Data excerpts –
----------------

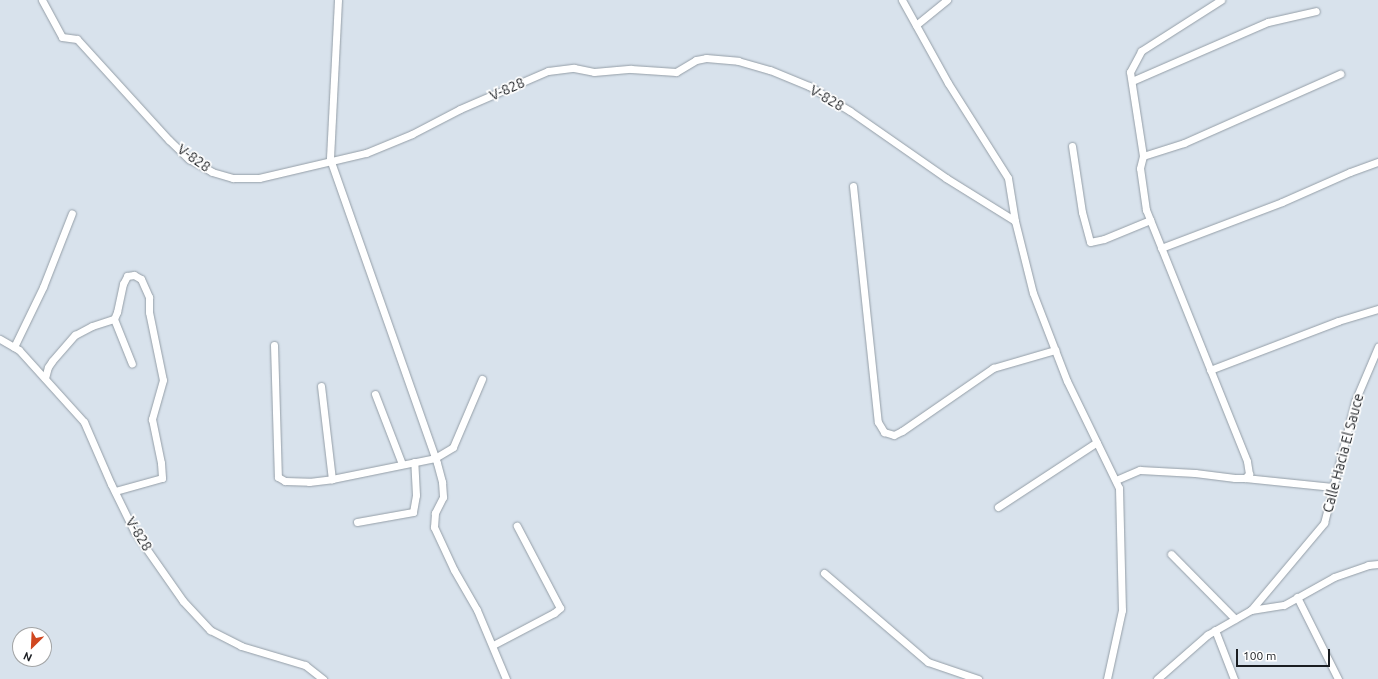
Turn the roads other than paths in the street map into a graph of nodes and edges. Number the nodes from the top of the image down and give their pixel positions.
1 (42, 0) edge
2 (338, 0) edge
3 (902, 0) edge
4 (947, 0) edge
5 (1221, 0) edge
6 (1316, 11) dead end
7 (916, 25) junction
8 (1340, 74) dead end
9 (1132, 81) junction
10 (1072, 146) dead end
11 (1143, 156) junction
12 (331, 162) junction
13 (1378, 162) edge
14 (853, 186) dead end
15 (72, 213) dead end
16 (1150, 220) junction
17 (1015, 221) junction
18 (1161, 248) junction
19 (1378, 309) edge
20 (114, 318) junction
21 (0, 339) edge
22 (274, 344) dead end
23 (14, 347) junction
24 (1378, 347) edge
25 (1055, 350) junction
26 (132, 364) dead end
27 (1210, 370) junction
28 (45, 378) junction
29 (482, 379) dead end
30 (321, 386) dead end
31 (375, 394) dead end
32 (1097, 442) junction
33 (435, 458) junction
34 (414, 462) junction
35 (402, 464) junction
36 (1245, 478) junction
37 (332, 479) junction
38 (1116, 480) junction
39 (1333, 487) junction
40 (115, 491) junction
41 (998, 507) dead end
42 (357, 522) dead end
43 (517, 526) dead end
44 (1171, 554) dead end
45 (1378, 564) edge
46 (824, 572) dead end
47 (1297, 597) junction
48 (1250, 610) junction
49 (1235, 618) junction
50 (1215, 630) junction
51 (493, 645) junction
52 (323, 679) edge
53 (506, 679) edge
54 (978, 679) edge
55 (1107, 679) edge
56 (1157, 679) edge
57 (1234, 679) edge
58 (1338, 679) edge

1 - 12 street, V-828
2 - 12 street
3 - 7 street
4 - 7 street
5 - 9 street
6 - 9 street
7 - 17 street
8 - 11 street
9 - 11 street
10 - 16 street
11 - 16 street
12 - 17 street, V-828
12 - 33 street
13 - 18 street
14 - 25 street
15 - 23 street
16 - 18 street
17 - 25 street
18 - 27 street
19 - 27 street
20 - 26 street
20 - 28 street
20 - 40 street
21 - 23 street, V-828
22 - 37 street
23 - 28 street, V-828
24 - 39 street, Calle Hacia El Sauce
25 - 32 street
27 - 36 street
28 - 40 street, V-828
29 - 33 street
30 - 37 street
31 - 35 street
32 - 38 street
32 - 41 street
33 - 34 street
33 - 51 street
34 - 35 street
34 - 42 street
35 - 37 street
36 - 38 street
36 - 39 street
38 - 55 street
39 - 48 street, Calle Hacia El Sauce
40 - 52 street, V-828
43 - 51 street
44 - 49 street
45 - 47 street
46 - 54 street
47 - 48 street
47 - 58 street
48 - 49 street, Calle Hacia El Sauce
49 - 50 street, Calle Hacia El Sauce
50 - 56 street, Calle Hacia El Sauce
50 - 57 street
51 - 53 street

----------------

Search the entries for "Calle" and show every line that has it.

24 - 39 street, Calle Hacia El Sauce
39 - 48 street, Calle Hacia El Sauce
48 - 49 street, Calle Hacia El Sauce
49 - 50 street, Calle Hacia El Sauce
50 - 56 street, Calle Hacia El Sauce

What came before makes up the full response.